I don't understand 2d but I realize that even without the cartridge the Sega Saturn can get animated backgrounds and vdp2 effects like 2d fog. I believe that the second sh2 influences or perhaps it is the ps1's limitation of making 4,096 sprites through triangles and storing it in the 1mb vram, the Saturn can access an additional 0.5mb of vdp2's vram.
PS1 has its own strength in 2d, its texturing capabilities, lighting and other effects associated with 3D are extra strength over Saturn in this requirement.
Street Fighter Alpha 3 is the best of both, as much as Sega Saturn fans insist on denying it, the PlayStation version is efficient while Saturn's 3d does not . that's the difference.
The PS1 is better at 2D than people give it credit for, agreed.
However, you're underselling the Saturn's 2D advantages. VDP2 could draw effectively infinitely-sized (technically 4096 x 4096 IIRC, which was massive back in the mid '90s) background planes with full Mode 7-style scrolling, which could take off a lot of polygon-crunching load from the GPU. On PS1, making similar planes required dedicating tons of polygons. FWIW, the PS1's GTE is very powerful and actually limited in its cap by the CPU if anything, but due to that it would potentially have an issue with background planes as large or detailed as Saturn's in a game using a mix of 2D & 3D.
Not that it wouldn't be able to do it; the PS1 definitely could. I just think it'd be a bit more taxing so less left over for polygonal processes or CPU-bound logic. But that's why I used the specific example of 2D/3D game hybrids, and it was mostly impractical at the time because most devs were leaning to 3D. For whatever 2D elements they used in games, it was mainly character sprites or different special effects, or HUD elements. In all those cases, PS1 had no issues keeping up with the Saturn.
So we'd have to be talking about a very specific type of 2D/3D hybrid game also requiring vast open fields and areas, lots of sprites, and a similar polygon & sprite budgets on both platforms while achieving the same frame rate for both systems.
But I think this kind of example is unfair because it would likely put the PS1 at a bigger handicap in terms of cutting off its polygonal budget, even if the Saturn would also be somewhat less handicapped by not pushing VDP2 to
its absolute max..
We indeed know for a fact that there is a lot of texture wobbling on PS1, and this does not affect Saturn. So yes, there are many PS1 games where it looks pretty bad. This is due to the fact that it uses triangles and lacks perspective correction, which is not an issue on quads. So at least that makes one argument in favor of quads, as well as having to push less polygons to draw the same amount of visuals. So that's a second argument as well.

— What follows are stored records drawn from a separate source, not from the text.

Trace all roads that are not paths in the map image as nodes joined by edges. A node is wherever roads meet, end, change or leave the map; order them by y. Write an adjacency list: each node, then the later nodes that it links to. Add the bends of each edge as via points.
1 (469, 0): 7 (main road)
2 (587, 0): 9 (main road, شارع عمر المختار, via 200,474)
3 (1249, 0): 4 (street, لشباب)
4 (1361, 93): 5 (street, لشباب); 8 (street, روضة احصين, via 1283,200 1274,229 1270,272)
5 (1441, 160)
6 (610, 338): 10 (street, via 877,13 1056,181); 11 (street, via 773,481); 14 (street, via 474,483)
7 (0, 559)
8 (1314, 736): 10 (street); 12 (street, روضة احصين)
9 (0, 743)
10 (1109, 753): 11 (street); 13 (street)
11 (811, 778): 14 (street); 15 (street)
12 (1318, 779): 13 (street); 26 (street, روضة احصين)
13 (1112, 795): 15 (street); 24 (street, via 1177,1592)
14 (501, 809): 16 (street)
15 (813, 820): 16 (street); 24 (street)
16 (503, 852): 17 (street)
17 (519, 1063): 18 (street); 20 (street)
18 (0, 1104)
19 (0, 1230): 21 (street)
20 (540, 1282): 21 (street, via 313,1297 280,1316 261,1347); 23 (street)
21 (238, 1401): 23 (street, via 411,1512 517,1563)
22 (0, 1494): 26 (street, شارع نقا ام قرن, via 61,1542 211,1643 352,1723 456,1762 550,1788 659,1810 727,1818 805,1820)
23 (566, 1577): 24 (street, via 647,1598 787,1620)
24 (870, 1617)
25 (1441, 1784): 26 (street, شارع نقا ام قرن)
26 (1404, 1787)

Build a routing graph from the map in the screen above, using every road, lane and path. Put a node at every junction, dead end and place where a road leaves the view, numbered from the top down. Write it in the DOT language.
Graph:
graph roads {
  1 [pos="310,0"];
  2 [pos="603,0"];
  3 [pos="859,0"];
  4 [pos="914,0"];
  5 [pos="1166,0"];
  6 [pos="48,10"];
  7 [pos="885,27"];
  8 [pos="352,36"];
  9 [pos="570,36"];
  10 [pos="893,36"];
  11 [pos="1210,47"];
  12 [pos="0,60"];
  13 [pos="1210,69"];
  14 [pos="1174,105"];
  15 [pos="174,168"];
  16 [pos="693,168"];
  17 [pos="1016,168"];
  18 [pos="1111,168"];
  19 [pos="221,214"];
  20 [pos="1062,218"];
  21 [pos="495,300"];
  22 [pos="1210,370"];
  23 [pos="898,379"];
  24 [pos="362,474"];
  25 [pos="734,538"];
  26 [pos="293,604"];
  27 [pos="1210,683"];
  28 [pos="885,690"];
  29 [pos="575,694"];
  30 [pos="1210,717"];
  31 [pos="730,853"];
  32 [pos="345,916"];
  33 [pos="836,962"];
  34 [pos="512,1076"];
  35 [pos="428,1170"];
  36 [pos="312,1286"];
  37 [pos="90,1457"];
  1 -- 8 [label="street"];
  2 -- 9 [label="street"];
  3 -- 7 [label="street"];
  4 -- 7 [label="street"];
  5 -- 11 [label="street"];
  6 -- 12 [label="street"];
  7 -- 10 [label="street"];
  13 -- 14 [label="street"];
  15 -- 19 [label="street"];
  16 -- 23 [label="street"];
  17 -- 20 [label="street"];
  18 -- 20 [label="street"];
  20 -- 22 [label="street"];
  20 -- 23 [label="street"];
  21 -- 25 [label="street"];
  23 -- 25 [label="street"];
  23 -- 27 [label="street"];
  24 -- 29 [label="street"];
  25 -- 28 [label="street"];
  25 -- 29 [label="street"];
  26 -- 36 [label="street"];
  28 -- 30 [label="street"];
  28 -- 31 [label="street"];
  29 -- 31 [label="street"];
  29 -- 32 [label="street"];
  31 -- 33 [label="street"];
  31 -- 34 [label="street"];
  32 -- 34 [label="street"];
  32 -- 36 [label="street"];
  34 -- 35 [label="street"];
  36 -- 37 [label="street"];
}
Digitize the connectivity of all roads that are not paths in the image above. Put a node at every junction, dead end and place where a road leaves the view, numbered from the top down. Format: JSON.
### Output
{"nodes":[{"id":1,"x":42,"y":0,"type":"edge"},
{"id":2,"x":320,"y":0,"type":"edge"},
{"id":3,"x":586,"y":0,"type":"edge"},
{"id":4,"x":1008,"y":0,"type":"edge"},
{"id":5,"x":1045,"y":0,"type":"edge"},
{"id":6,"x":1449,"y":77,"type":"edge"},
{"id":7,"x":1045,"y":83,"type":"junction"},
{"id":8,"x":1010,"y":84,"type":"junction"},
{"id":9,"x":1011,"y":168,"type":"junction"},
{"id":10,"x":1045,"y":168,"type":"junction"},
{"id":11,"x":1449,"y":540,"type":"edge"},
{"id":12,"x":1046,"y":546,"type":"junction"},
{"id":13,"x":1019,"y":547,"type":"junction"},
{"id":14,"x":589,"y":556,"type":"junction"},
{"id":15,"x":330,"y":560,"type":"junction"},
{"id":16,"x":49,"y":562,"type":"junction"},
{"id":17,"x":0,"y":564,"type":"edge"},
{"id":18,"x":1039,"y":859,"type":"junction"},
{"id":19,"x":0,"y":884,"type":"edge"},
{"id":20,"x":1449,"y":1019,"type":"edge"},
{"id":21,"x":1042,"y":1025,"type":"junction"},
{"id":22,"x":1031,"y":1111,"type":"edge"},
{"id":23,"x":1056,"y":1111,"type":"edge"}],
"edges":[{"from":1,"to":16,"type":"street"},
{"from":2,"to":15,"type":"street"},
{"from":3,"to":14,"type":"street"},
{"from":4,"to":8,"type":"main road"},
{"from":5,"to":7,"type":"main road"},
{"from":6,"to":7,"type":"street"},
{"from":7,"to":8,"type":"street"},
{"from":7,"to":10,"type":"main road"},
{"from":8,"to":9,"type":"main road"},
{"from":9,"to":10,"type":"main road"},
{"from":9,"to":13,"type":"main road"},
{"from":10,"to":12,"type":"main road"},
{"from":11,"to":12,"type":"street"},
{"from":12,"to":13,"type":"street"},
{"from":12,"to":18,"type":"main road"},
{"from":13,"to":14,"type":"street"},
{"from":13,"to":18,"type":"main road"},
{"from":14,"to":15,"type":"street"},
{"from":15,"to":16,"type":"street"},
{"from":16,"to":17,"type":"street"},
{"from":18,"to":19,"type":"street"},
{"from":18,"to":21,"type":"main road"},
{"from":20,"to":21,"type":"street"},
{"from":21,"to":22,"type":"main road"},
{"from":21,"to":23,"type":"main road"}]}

Texture warping on the borders of the screen happen for both consoles.
FWIW, neither console supported floating point, only fixed-integer math. That's the reason for texture distortion on PS1, but there are some instances of supposed texture distortion that's actually deliberate texture being moved across polygon surfaces.
I think the main reason texture distortion happened less on Saturn was because of both the use of quads, and hard-mapping textures to quadratic surfaces. But that came with drawbacks which would happen when trying to fold two points to form a triangular polygonal surface, and also for transparency in 3D games (which is why Saturn relied so much on dithered meshes & CRT blending to give the illusion of transparent shadows).